### EXERCISE
A faithful transcription is wanted of the lines from the top of the material through the line that holds "Extract the road", both ends included, leaving out the pictures.

#### RECORDS TO PROCESS

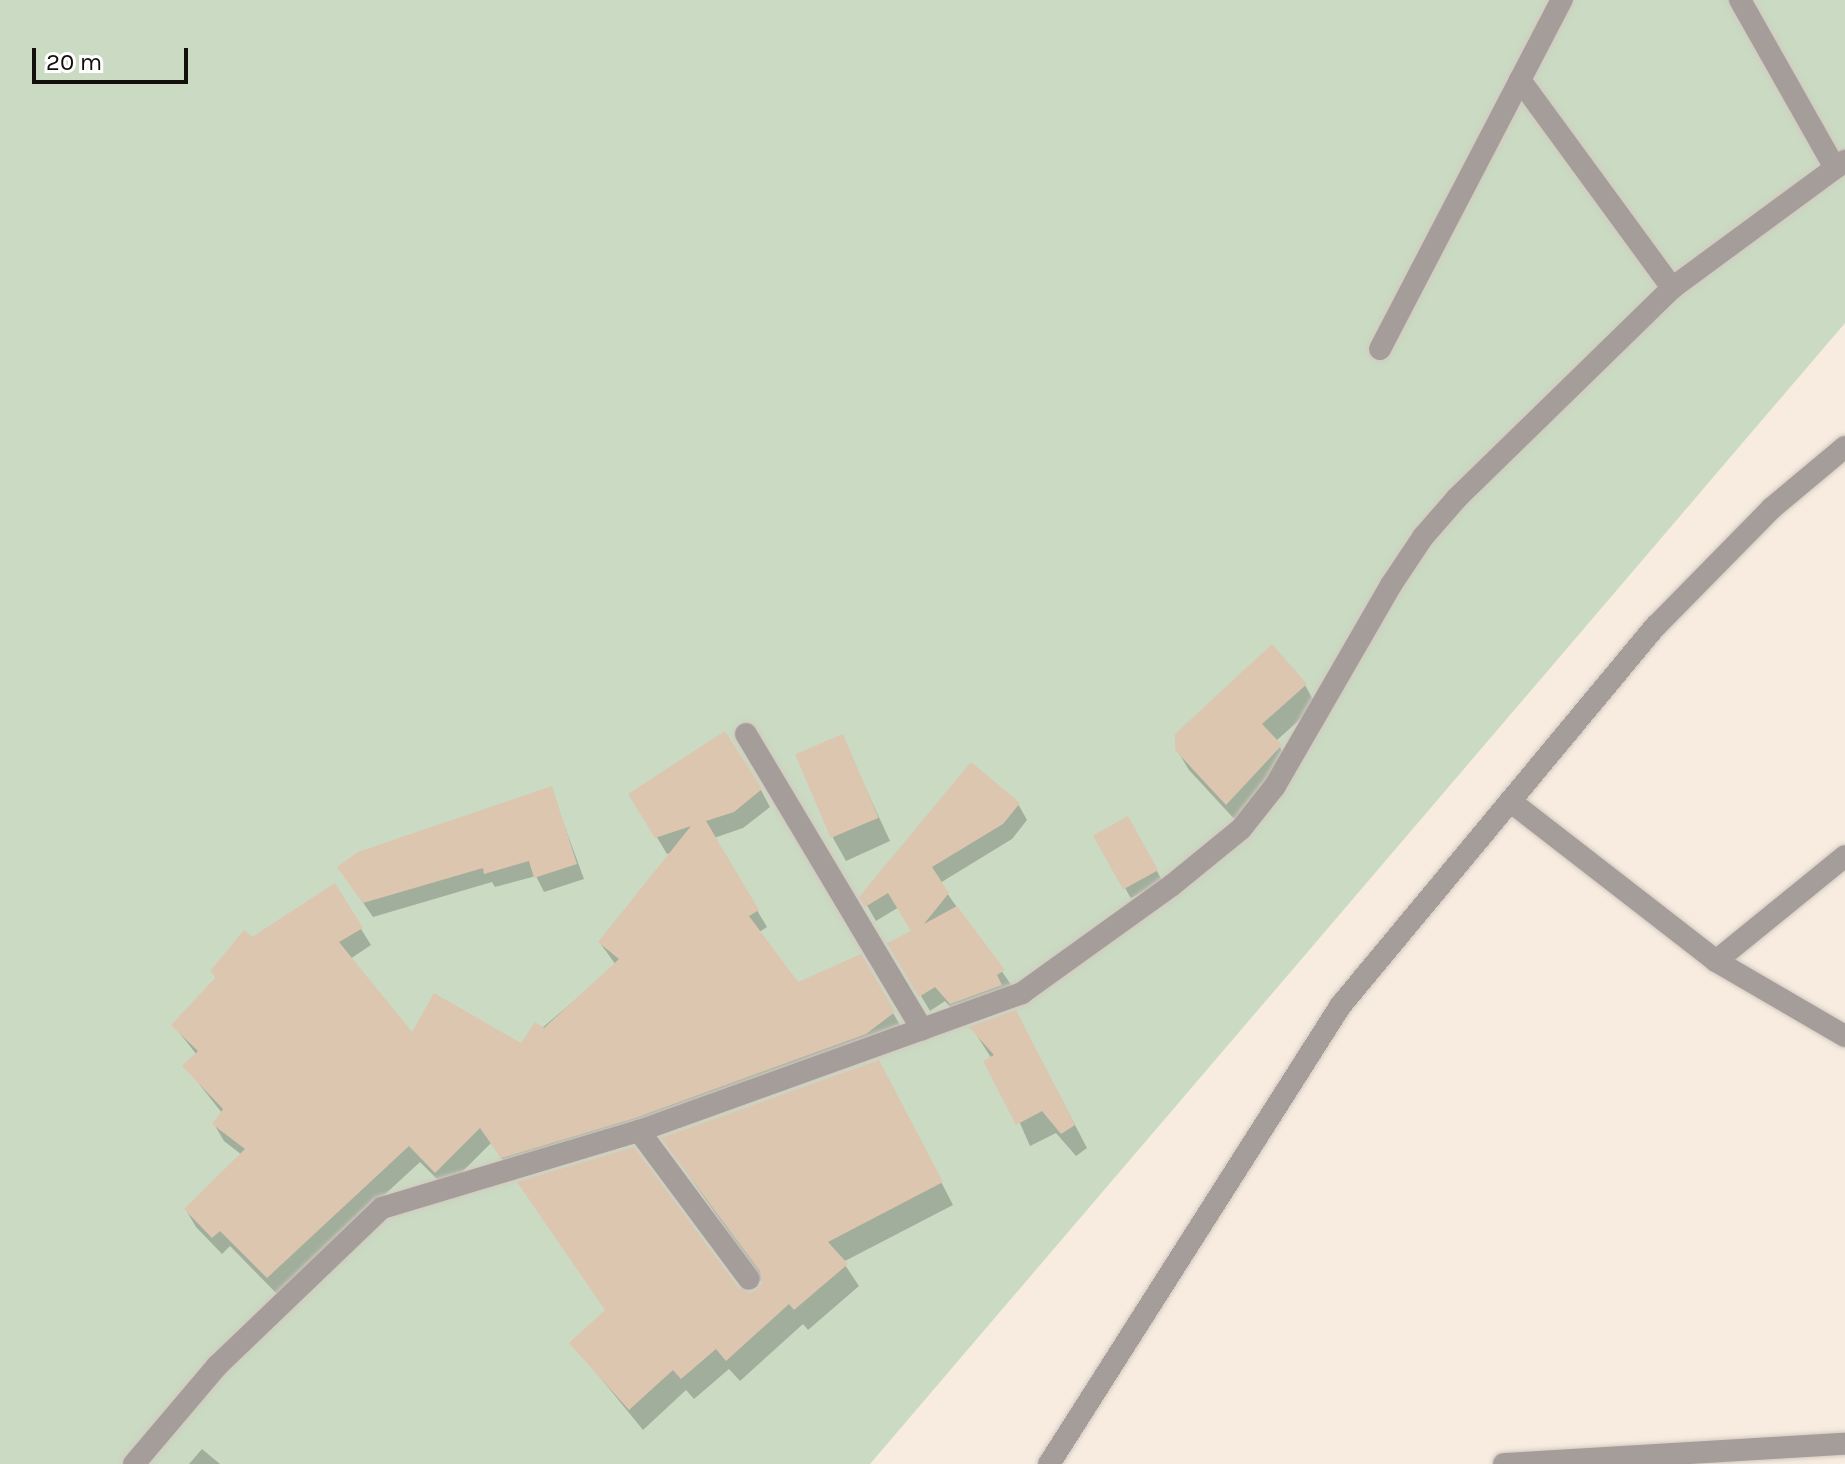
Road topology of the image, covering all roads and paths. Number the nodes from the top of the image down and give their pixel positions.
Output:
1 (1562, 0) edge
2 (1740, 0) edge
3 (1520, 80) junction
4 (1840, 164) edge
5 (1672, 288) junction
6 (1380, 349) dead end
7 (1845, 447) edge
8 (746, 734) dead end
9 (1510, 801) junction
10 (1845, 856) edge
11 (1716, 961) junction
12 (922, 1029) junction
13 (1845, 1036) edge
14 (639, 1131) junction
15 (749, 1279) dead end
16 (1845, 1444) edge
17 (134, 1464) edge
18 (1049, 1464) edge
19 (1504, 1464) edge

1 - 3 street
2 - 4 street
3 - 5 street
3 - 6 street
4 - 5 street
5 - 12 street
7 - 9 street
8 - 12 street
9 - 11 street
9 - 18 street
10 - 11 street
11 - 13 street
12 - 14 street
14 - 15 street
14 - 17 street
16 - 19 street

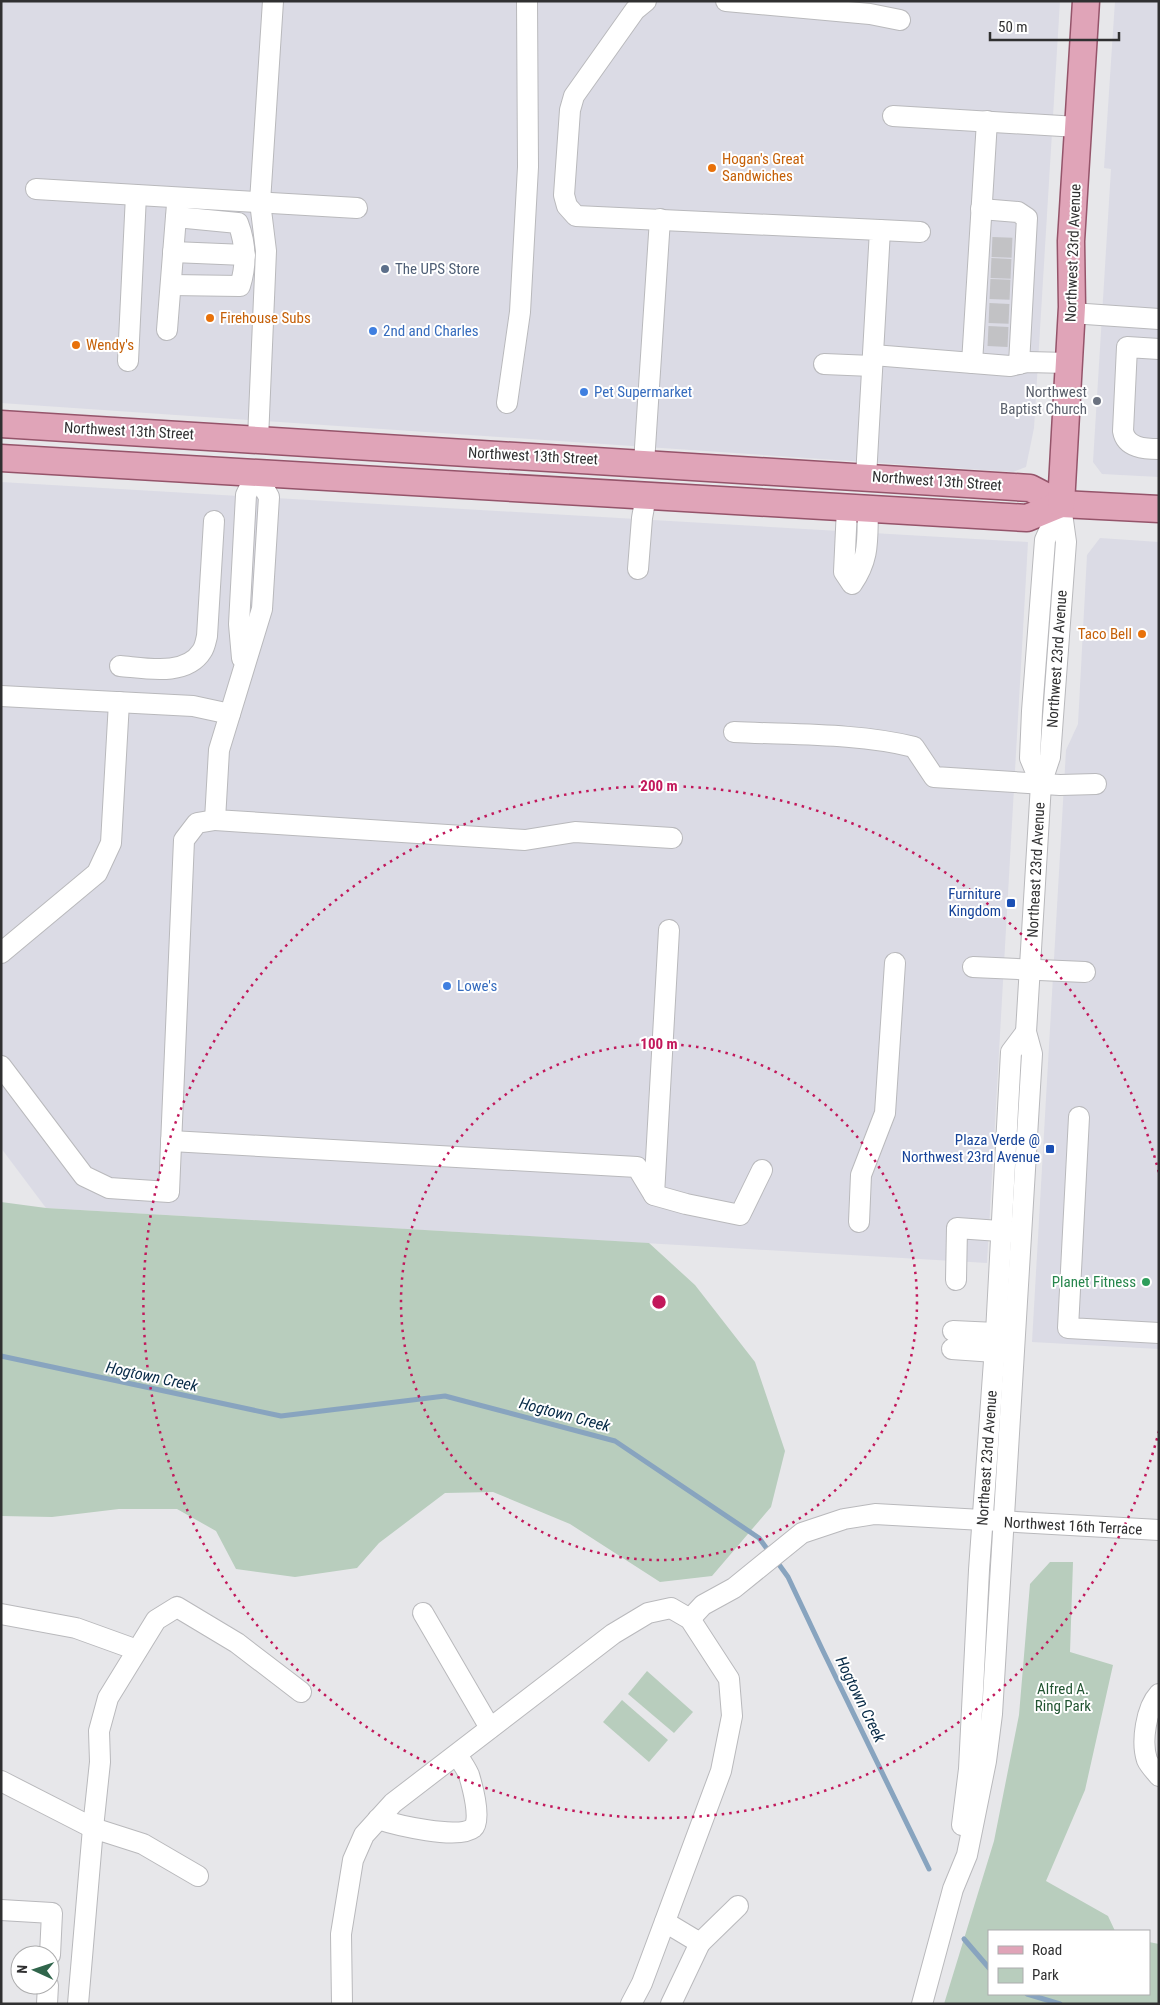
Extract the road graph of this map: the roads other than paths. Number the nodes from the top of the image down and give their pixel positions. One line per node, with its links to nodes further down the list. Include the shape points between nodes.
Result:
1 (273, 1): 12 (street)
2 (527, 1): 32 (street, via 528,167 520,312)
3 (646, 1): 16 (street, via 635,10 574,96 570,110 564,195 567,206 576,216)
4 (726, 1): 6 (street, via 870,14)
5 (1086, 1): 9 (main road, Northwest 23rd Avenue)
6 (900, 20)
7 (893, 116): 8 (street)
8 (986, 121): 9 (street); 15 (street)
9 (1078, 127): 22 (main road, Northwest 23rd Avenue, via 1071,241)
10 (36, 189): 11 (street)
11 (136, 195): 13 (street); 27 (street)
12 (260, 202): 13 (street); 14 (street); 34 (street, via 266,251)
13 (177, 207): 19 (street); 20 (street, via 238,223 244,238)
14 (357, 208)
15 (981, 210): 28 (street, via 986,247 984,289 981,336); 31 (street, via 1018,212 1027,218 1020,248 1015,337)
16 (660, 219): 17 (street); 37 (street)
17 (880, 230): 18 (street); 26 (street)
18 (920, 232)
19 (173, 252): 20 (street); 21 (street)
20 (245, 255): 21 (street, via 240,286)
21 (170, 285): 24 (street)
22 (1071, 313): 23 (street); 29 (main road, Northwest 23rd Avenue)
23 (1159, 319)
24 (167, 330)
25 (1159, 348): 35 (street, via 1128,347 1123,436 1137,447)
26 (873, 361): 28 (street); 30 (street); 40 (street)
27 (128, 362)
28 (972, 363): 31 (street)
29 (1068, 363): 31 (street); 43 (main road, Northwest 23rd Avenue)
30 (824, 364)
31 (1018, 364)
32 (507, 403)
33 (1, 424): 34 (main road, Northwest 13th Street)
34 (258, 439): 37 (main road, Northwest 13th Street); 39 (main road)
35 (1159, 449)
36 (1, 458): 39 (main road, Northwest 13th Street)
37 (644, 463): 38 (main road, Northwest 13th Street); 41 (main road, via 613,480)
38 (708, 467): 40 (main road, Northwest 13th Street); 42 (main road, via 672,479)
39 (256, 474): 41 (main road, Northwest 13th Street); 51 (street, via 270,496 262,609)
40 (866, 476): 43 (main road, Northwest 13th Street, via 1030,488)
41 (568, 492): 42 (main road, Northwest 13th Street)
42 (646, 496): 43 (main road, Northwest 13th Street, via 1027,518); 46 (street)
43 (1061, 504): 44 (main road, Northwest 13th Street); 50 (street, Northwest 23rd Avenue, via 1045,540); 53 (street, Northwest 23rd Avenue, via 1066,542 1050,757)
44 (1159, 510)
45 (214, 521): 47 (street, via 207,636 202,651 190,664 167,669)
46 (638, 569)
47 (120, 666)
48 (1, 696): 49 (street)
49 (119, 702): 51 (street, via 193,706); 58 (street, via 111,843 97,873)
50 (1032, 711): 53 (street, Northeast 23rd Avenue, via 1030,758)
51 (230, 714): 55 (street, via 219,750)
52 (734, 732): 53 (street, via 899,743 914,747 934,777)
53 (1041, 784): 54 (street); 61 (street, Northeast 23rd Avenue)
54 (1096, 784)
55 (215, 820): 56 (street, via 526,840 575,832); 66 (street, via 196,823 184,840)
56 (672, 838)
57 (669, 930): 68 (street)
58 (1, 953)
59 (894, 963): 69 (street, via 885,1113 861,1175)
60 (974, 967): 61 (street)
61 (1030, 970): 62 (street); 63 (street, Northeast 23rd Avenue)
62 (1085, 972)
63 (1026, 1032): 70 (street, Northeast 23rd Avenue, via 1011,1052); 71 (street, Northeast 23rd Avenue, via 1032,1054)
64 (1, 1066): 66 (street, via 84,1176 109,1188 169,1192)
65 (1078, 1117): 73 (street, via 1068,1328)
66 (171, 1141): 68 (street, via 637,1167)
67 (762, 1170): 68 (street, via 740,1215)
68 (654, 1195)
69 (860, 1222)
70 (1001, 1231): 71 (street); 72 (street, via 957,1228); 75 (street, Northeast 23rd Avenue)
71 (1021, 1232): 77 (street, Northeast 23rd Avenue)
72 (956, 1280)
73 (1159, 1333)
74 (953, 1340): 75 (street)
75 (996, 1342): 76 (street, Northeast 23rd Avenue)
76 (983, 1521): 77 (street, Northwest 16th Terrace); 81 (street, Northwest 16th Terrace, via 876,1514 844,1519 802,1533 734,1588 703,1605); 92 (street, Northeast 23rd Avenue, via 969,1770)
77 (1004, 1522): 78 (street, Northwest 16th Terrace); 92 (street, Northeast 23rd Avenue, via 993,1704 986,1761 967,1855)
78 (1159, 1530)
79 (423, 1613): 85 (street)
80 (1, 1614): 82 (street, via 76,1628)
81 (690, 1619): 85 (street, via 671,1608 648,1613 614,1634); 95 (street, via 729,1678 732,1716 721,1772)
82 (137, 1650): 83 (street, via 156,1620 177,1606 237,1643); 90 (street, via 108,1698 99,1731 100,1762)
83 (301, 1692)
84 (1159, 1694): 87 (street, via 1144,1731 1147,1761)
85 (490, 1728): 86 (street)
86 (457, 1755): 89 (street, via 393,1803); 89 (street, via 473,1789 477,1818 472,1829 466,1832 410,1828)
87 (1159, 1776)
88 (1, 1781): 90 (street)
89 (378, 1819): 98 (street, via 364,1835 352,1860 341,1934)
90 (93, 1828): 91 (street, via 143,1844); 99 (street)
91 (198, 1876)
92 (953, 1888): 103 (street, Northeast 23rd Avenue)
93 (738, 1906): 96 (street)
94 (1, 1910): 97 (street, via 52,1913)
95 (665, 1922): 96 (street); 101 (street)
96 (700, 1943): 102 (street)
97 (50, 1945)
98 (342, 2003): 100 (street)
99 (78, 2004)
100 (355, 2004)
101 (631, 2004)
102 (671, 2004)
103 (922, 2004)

########

### ANSWER BOX
Road topology of the image, covering all roads and paths. Number the nodes from the top of the image down and give their pixel positions.
Output:
1 (1562, 0) edge
2 (1740, 0) edge
3 (1520, 80) junction
4 (1840, 164) edge
5 (1672, 288) junction
6 (1380, 349) dead end
7 (1845, 447) edge
8 (746, 734) dead end
9 (1510, 801) junction
10 (1845, 856) edge
11 (1716, 961) junction
12 (922, 1029) junction
13 (1845, 1036) edge
14 (639, 1131) junction
15 (749, 1279) dead end
16 (1845, 1444) edge
17 (134, 1464) edge
18 (1049, 1464) edge
19 (1504, 1464) edge

1 - 3 street
2 - 4 street
3 - 5 street
3 - 6 street
4 - 5 street
5 - 12 street
7 - 9 street
8 - 12 street
9 - 11 street
9 - 18 street
10 - 11 street
11 - 13 street
12 - 14 street
14 - 15 street
14 - 17 street
16 - 19 street

Extract the road graph of this map: the roads other than paths. Number the nodes from the top of the image down and give their pixel positions. One line per node, with its links to nodes further down the list. Include the shape points between nodes.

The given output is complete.